Data for analysis section start

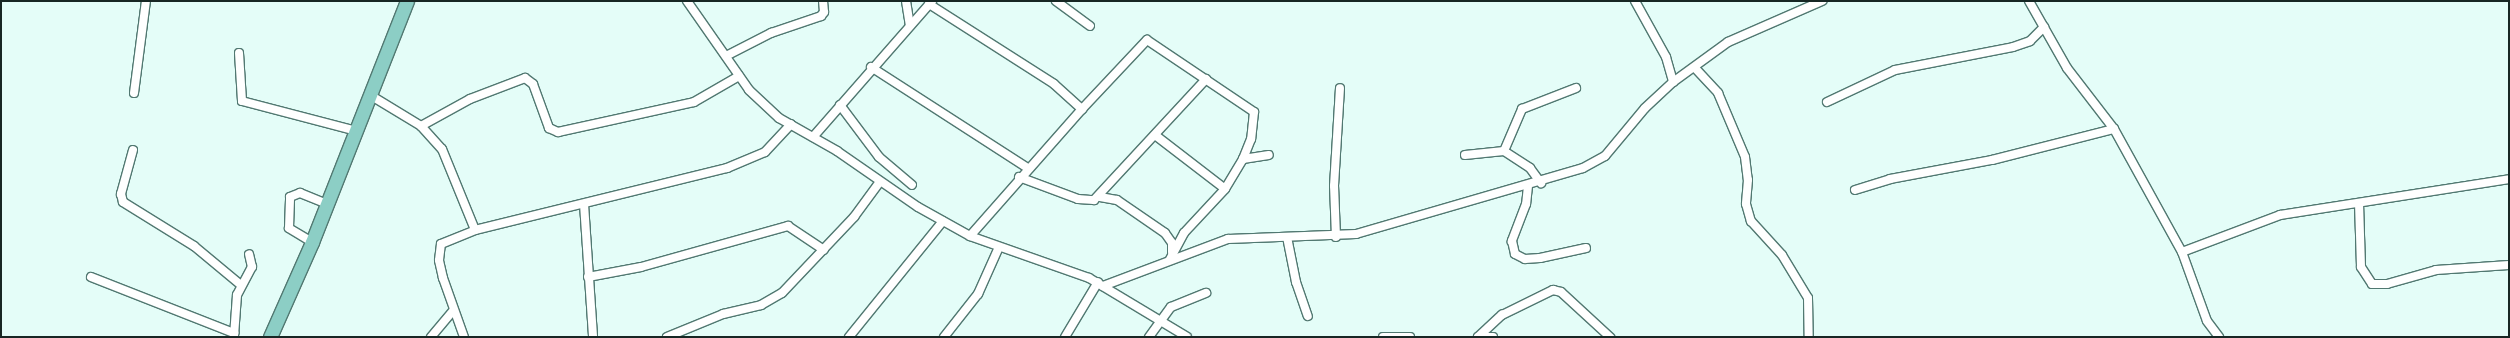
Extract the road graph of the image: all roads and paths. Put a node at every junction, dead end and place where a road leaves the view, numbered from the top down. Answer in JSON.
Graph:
{"nodes":[{"id":1,"x":146,"y":1,"type":"edge"},
{"id":2,"x":407,"y":1,"type":"edge"},
{"id":3,"x":688,"y":1,"type":"edge"},
{"id":4,"x":822,"y":1,"type":"edge"},
{"id":5,"x":906,"y":1,"type":"edge"},
{"id":6,"x":1056,"y":1,"type":"edge"},
{"id":7,"x":1635,"y":1,"type":"edge"},
{"id":8,"x":1822,"y":1,"type":"edge"},
{"id":9,"x":2029,"y":1,"type":"edge"},
{"id":10,"x":931,"y":3,"type":"edge"},
{"id":11,"x":910,"y":26,"type":"junction"},
{"id":12,"x":1090,"y":26,"type":"dead end"},
{"id":13,"x":2044,"y":27,"type":"junction"},
{"id":14,"x":239,"y":53,"type":"dead end"},
{"id":15,"x":726,"y":56,"type":"junction"},
{"id":16,"x":871,"y":67,"type":"junction"},
{"id":17,"x":1695,"y":68,"type":"junction"},
{"id":18,"x":739,"y":76,"type":"junction"},
{"id":19,"x":1206,"y":79,"type":"junction"},
{"id":20,"x":1673,"y":82,"type":"junction"},
{"id":21,"x":1340,"y":88,"type":"dead end"},
{"id":22,"x":1576,"y":88,"type":"dead end"},
{"id":23,"x":134,"y":93,"type":"dead end"},
{"id":24,"x":370,"y":95,"type":"junction"},
{"id":25,"x":1827,"y":102,"type":"dead end"},
{"id":26,"x":840,"y":105,"type":"junction"},
{"id":27,"x":1082,"y":109,"type":"junction"},
{"id":28,"x":791,"y":124,"type":"junction"},
{"id":29,"x":421,"y":126,"type":"junction"},
{"id":30,"x":2114,"y":129,"type":"junction"},
{"id":31,"x":356,"y":130,"type":"junction"},
{"id":32,"x":1155,"y":135,"type":"junction"},
{"id":33,"x":813,"y":136,"type":"junction"},
{"id":34,"x":133,"y":150,"type":"dead end"},
{"id":35,"x":1504,"y":151,"type":"junction"},
{"id":36,"x":1269,"y":155,"type":"dead end"},
{"id":37,"x":1465,"y":155,"type":"dead end"},
{"id":38,"x":1243,"y":160,"type":"junction"},
{"id":39,"x":1028,"y":168,"type":"junction"},
{"id":40,"x":1018,"y":178,"type":"junction"},
{"id":41,"x":2509,"y":179,"type":"edge"},
{"id":42,"x":880,"y":183,"type":"junction"},
{"id":43,"x":1541,"y":183,"type":"junction"},
{"id":44,"x":912,"y":185,"type":"dead end"},
{"id":45,"x":1528,"y":186,"type":"junction"},
{"id":46,"x":1225,"y":189,"type":"junction"},
{"id":47,"x":1855,"y":190,"type":"dead end"},
{"id":48,"x":1100,"y":197,"type":"junction"},
{"id":49,"x":327,"y":204,"type":"junction"},
{"id":50,"x":584,"y":204,"type":"junction"},
{"id":51,"x":2359,"y":204,"type":"junction"},
{"id":52,"x":943,"y":221,"type":"junction"},
{"id":53,"x":475,"y":230,"type":"junction"},
{"id":54,"x":970,"y":236,"type":"junction"},
{"id":55,"x":1286,"y":237,"type":"junction"},
{"id":56,"x":1336,"y":237,"type":"junction"},
{"id":57,"x":312,"y":242,"type":"junction"},
{"id":58,"x":998,"y":247,"type":"junction"},
{"id":59,"x":1586,"y":248,"type":"dead end"},
{"id":60,"x":824,"y":250,"type":"junction"},
{"id":61,"x":2182,"y":252,"type":"junction"},
{"id":62,"x":249,"y":254,"type":"dead end"},
{"id":63,"x":1170,"y":259,"type":"junction"},
{"id":64,"x":2509,"y":265,"type":"edge"},
{"id":65,"x":91,"y":277,"type":"dead end"},
{"id":66,"x":588,"y":277,"type":"junction"},
{"id":67,"x":1100,"y":284,"type":"junction"},
{"id":68,"x":242,"y":285,"type":"junction"},
{"id":69,"x":1206,"y":293,"type":"dead end"},
{"id":70,"x":453,"y":311,"type":"junction"},
{"id":71,"x":1308,"y":316,"type":"dead end"},
{"id":72,"x":1160,"y":320,"type":"junction"},
{"id":73,"x":234,"y":335,"type":"edge"},
{"id":74,"x":270,"y":337,"type":"edge"},
{"id":75,"x":430,"y":337,"type":"edge"},
{"id":76,"x":464,"y":337,"type":"edge"},
{"id":77,"x":593,"y":337,"type":"edge"},
{"id":78,"x":667,"y":337,"type":"edge"},
{"id":79,"x":849,"y":337,"type":"edge"},
{"id":80,"x":944,"y":337,"type":"edge"},
{"id":81,"x":1065,"y":337,"type":"edge"},
{"id":82,"x":1149,"y":337,"type":"edge"},
{"id":83,"x":1186,"y":337,"type":"edge"},
{"id":84,"x":1383,"y":337,"type":"edge"},
{"id":85,"x":1410,"y":337,"type":"edge"},
{"id":86,"x":1478,"y":337,"type":"edge"},
{"id":87,"x":1493,"y":337,"type":"edge"},
{"id":88,"x":1610,"y":337,"type":"edge"},
{"id":89,"x":1809,"y":337,"type":"edge"},
{"id":90,"x":2219,"y":337,"type":"edge"}],
"edges":[{"from":1,"to":23,"type":"street"},
{"from":2,"to":24,"type":"main road"},
{"from":3,"to":15,"type":"street"},
{"from":4,"to":15,"type":"street"},
{"from":5,"to":11,"type":"street"},
{"from":6,"to":12,"type":"street"},
{"from":7,"to":20,"type":"street"},
{"from":8,"to":17,"type":"street"},
{"from":9,"to":13,"type":"street"},
{"from":10,"to":11,"type":"street"},
{"from":10,"to":27,"type":"street"},
{"from":11,"to":16,"type":"street"},
{"from":13,"to":25,"type":"street"},
{"from":13,"to":30,"type":"street"},
{"from":14,"to":31,"type":"street"},
{"from":15,"to":18,"type":"street"},
{"from":16,"to":26,"type":"street"},
{"from":16,"to":39,"type":"street"},
{"from":17,"to":20,"type":"street"},
{"from":17,"to":89,"type":"street"},
{"from":18,"to":28,"type":"street"},
{"from":18,"to":29,"type":"street"},
{"from":19,"to":27,"type":"street"},
{"from":19,"to":32,"type":"street"},
{"from":19,"to":38,"type":"street"},
{"from":20,"to":43,"type":"street"},
{"from":21,"to":56,"type":"street"},
{"from":22,"to":35,"type":"street"},
{"from":24,"to":29,"type":"street"},
{"from":24,"to":31,"type":"main road"},
{"from":26,"to":33,"type":"street"},
{"from":26,"to":44,"type":"street"},
{"from":27,"to":39,"type":"street"},
{"from":28,"to":33,"type":"street"},
{"from":28,"to":50,"type":"street"},
{"from":29,"to":53,"type":"street"},
{"from":30,"to":47,"type":"street"},
{"from":30,"to":61,"type":"street"},
{"from":31,"to":49,"type":"main road"},
{"from":32,"to":46,"type":"street"},
{"from":32,"to":48,"type":"street"},
{"from":33,"to":42,"type":"street"},
{"from":34,"to":68,"type":"street"},
{"from":35,"to":37,"type":"street"},
{"from":35,"to":43,"type":"street"},
{"from":36,"to":38,"type":"street"},
{"from":38,"to":46,"type":"street"},
{"from":39,"to":40,"type":"street"},
{"from":40,"to":48,"type":"street"},
{"from":40,"to":54,"type":"street"},
{"from":41,"to":51,"type":"street"},
{"from":42,"to":52,"type":"street"},
{"from":42,"to":60,"type":"street"},
{"from":43,"to":45,"type":"street"},
{"from":45,"to":56,"type":"street"},
{"from":45,"to":59,"type":"street"},
{"from":46,"to":63,"type":"street"},
{"from":48,"to":63,"type":"street"},
{"from":49,"to":57,"type":"main road"},
{"from":49,"to":57,"type":"street"},
{"from":50,"to":53,"type":"street"},
{"from":50,"to":66,"type":"street"},
{"from":51,"to":61,"type":"street"},
{"from":51,"to":64,"type":"street"},
{"from":52,"to":54,"type":"street"},
{"from":52,"to":79,"type":"street"},
{"from":53,"to":70,"type":"street"},
{"from":54,"to":58,"type":"street"},
{"from":55,"to":56,"type":"street"},
{"from":55,"to":63,"type":"street"},
{"from":55,"to":71,"type":"street"},
{"from":57,"to":74,"type":"main road"},
{"from":58,"to":67,"type":"street"},
{"from":58,"to":80,"type":"street"},
{"from":60,"to":66,"type":"street"},
{"from":60,"to":78,"type":"street"},
{"from":61,"to":90,"type":"street"},
{"from":62,"to":68,"type":"street"},
{"from":63,"to":67,"type":"street"},
{"from":65,"to":73,"type":"street"},
{"from":66,"to":77,"type":"street"},
{"from":67,"to":72,"type":"street"},
{"from":67,"to":81,"type":"street"},
{"from":68,"to":73,"type":"street"},
{"from":69,"to":72,"type":"street"},
{"from":70,"to":75,"type":"street"},
{"from":70,"to":76,"type":"street"},
{"from":72,"to":82,"type":"street"},
{"from":72,"to":83,"type":"street"},
{"from":84,"to":85,"type":"street"},
{"from":86,"to":87,"type":"street"},
{"from":86,"to":88,"type":"street"}]}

Data for analysis section end

__Exercise description__.
Among the entries above, find every line holding "main" and copy it.

__Output of the exercise__.
{"from":2,"to":24,"type":"main road"},
{"from":24,"to":31,"type":"main road"},
{"from":31,"to":49,"type":"main road"},
{"from":49,"to":57,"type":"main road"},
{"from":57,"to":74,"type":"main road"},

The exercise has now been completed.